• [Task to complete] The response must reproduce exactly every line of the material below holding the word "street".

──────── Exercise material

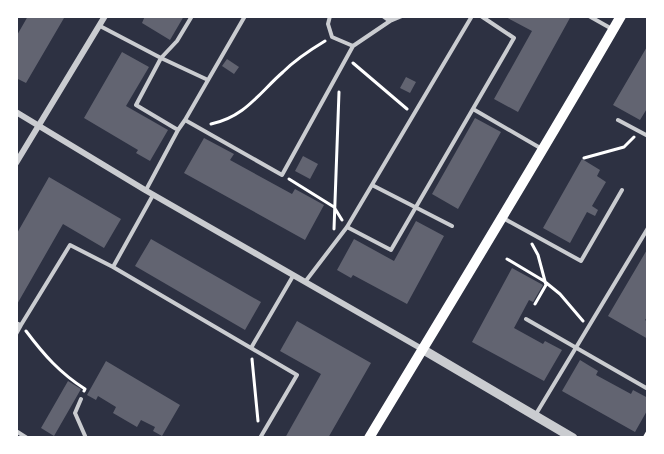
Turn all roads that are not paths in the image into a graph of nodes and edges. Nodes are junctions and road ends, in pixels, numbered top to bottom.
1 (105, 16) edge
2 (192, 16) edge
3 (245, 16) edge
4 (330, 16) edge
5 (383, 16) edge
6 (402, 16) edge
7 (472, 16) edge
8 (481, 16) edge
9 (589, 16) edge
10 (621, 16) edge
11 (391, 19) edge
12 (100, 26) junction
13 (613, 30) junction
14 (353, 46) junction
15 (161, 58) junction
16 (208, 80) junction
17 (473, 109) junction
18 (16, 112) edge
19 (185, 120) junction
20 (618, 120) dead end
21 (39, 127) junction
22 (178, 130) junction
23 (648, 136) edge
24 (543, 149) junction
25 (16, 163) edge
26 (372, 184) junction
27 (145, 190) junction
28 (622, 190) dead end
29 (153, 195) junction
30 (416, 207) junction
31 (503, 217) junction
32 (452, 226) dead end
33 (347, 227) junction
34 (648, 228) edge
35 (113, 267) junction
36 (293, 276) junction
37 (305, 283) junction
38 (526, 319) dead end
39 (19, 324) edge
40 (16, 334) edge
41 (252, 348) junction
42 (576, 348) junction
43 (422, 349) junction
44 (648, 389) edge
45 (81, 399) road end
46 (536, 415) junction
47 (16, 431) edge
48 (27, 438) edge
49 (86, 438) edge
50 (260, 438) edge
51 (369, 438) edge
52 (573, 438) edge

1 - 12 street
2 - 15 lane
3 - 16 lane
4 - 14 lane
5 - 11 lane
6 - 11 lane
7 - 26 lane
8 - 17 lane
9 - 13 lane
10 - 13 main road
11 - 14 lane
12 - 15 lane
12 - 21 street
13 - 24 main road
14 - 19 lane
15 - 16 lane
15 - 22 lane
16 - 19 lane
17 - 24 lane
17 - 30 lane
18 - 21 street
19 - 22 lane
20 - 23 lane
21 - 25 street
21 - 27 street
22 - 27 lane
24 - 31 main road
26 - 30 lane
26 - 33 lane
27 - 29 street
28 - 31 lane
29 - 35 lane
29 - 36 street
30 - 32 lane
30 - 33 lane
31 - 43 main road
33 - 37 lane
34 - 42 lane
35 - 39 lane
35 - 41 lane
36 - 37 street
36 - 41 lane
37 - 43 street
38 - 42 lane
39 - 40 lane
41 - 50 lane
42 - 44 lane
42 - 46 lane
43 - 46 street
43 - 51 main road
45 - 49 lane
46 - 52 street
47 - 48 lane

────────────────

• [Exercise solution]
1 - 12 street
12 - 21 street
18 - 21 street
21 - 25 street
21 - 27 street
27 - 29 street
29 - 36 street
36 - 37 street
37 - 43 street
43 - 46 street
46 - 52 street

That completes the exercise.